(LISTED ENTRIES begins)

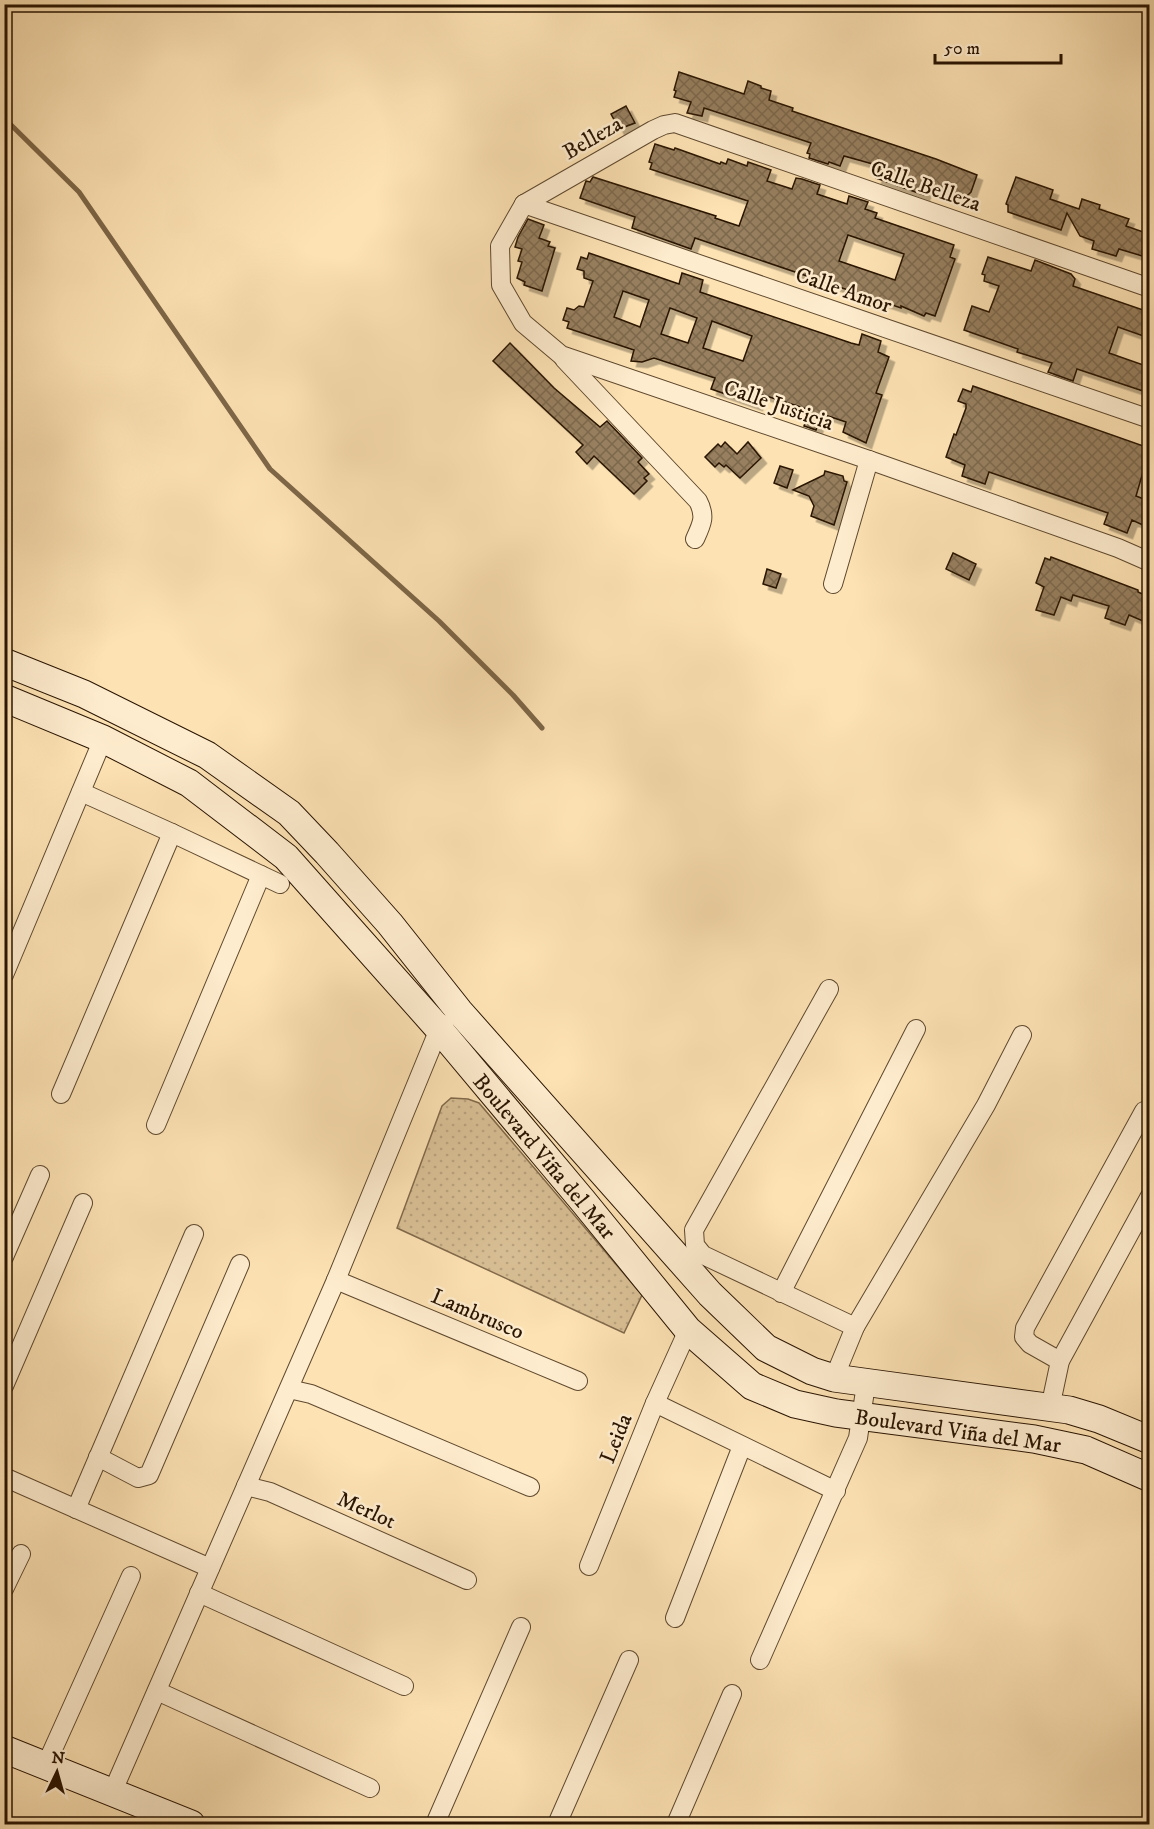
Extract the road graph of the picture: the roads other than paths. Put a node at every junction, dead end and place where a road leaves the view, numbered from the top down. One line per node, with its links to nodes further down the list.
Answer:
1 (688, 127): 2 (street, Belleza); 3 (street, Calle Belleza)
2 (524, 204): 4 (street, Calle Justicia); 5 (street, Calle Amor)
3 (1149, 288)
4 (561, 355): 6 (street, Calle Justicia); 7 (street)
5 (1149, 419)
6 (868, 460): 8 (street, Calle Justicia); 9 (street)
7 (695, 539)
8 (1149, 562)
9 (833, 584)
10 (4, 662): 19 (street, Boulevard Viña del Mar)
11 (4, 698): 12 (street, Boulevard Viña del Mar)
12 (103, 739): 13 (street); 20 (street, Boulevard Viña del Mar)
13 (81, 792): 14 (street); 17 (street)
14 (172, 833): 15 (street); 23 (street)
15 (261, 875): 16 (street); 25 (street)
16 (280, 884)
17 (4, 975)
18 (829, 989): 33 (street)
19 (459, 1011): 20 (street); 37 (street, Boulevard Viña del Mar)
20 (439, 1029): 32 (street); 35 (street, Boulevard Viña del Mar)
21 (916, 1029): 33 (street)
22 (1022, 1035): 34 (street)
23 (61, 1094)
24 (1143, 1111): 36 (street)
25 (156, 1125)
26 (40, 1175): 30 (street)
27 (1149, 1196): 36 (street)
28 (83, 1203): 40 (street)
29 (194, 1234): 47 (street)
30 (4, 1257)
31 (240, 1264): 47 (street)
32 (336, 1280): 38 (street, Lambrusco); 41 (street)
33 (781, 1293): 34 (street)
34 (855, 1327): 37 (street)
35 (688, 1330): 42 (street, Leida); 44 (street, Boulevard Viña del Mar)
36 (1060, 1360): 43 (street)
37 (834, 1378): 39 (street, Boulevard Viña del Mar)
38 (578, 1381)
39 (866, 1384): 43 (street, Boulevard Viña del Mar); 44 (street)
40 (4, 1386)
41 (289, 1389): 50 (street); 51 (street)
42 (655, 1403): 46 (street); 55 (street, Leida)
43 (1050, 1408): 45 (street, Boulevard Viña del Mar)
44 (862, 1417): 49 (street, Boulevard Viña del Mar); 52 (street)
45 (1149, 1440)
46 (742, 1446): 52 (street); 61 (street)
47 (98, 1457): 53 (street)
48 (4, 1477): 53 (street)
49 (1149, 1478)
50 (246, 1486): 56 (street); 58 (street, Merlot)
51 (530, 1487)
52 (836, 1491): 64 (street)
53 (76, 1509): 56 (street)
54 (21, 1554): 59 (street)
55 (589, 1566)
56 (210, 1568): 60 (street)
57 (132, 1576): 69 (street)
58 (467, 1580)
59 (4, 1589)
60 (199, 1593): 65 (street); 66 (street)
61 (675, 1618)
62 (521, 1627): 73 (street)
63 (629, 1660): 74 (street)
64 (759, 1660)
65 (404, 1686)
66 (157, 1691): 70 (street); 71 (street)
67 (732, 1694): 75 (street)
68 (4, 1749): 69 (street)
69 (45, 1767): 71 (street)
70 (370, 1788)
71 (112, 1793): 72 (street)
72 (191, 1824)
73 (435, 1824)
74 (558, 1824)
75 (676, 1824)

(LISTED ENTRIES ends)

= WHAT YOU WILL DO =
Using the listing above, show every line that includes the string "Justicia".

= ANSWER BOX =
2 (524, 204): 4 (street, Calle Justicia); 5 (street, Calle Amor)
4 (561, 355): 6 (street, Calle Justicia); 7 (street)
6 (868, 460): 8 (street, Calle Justicia); 9 (street)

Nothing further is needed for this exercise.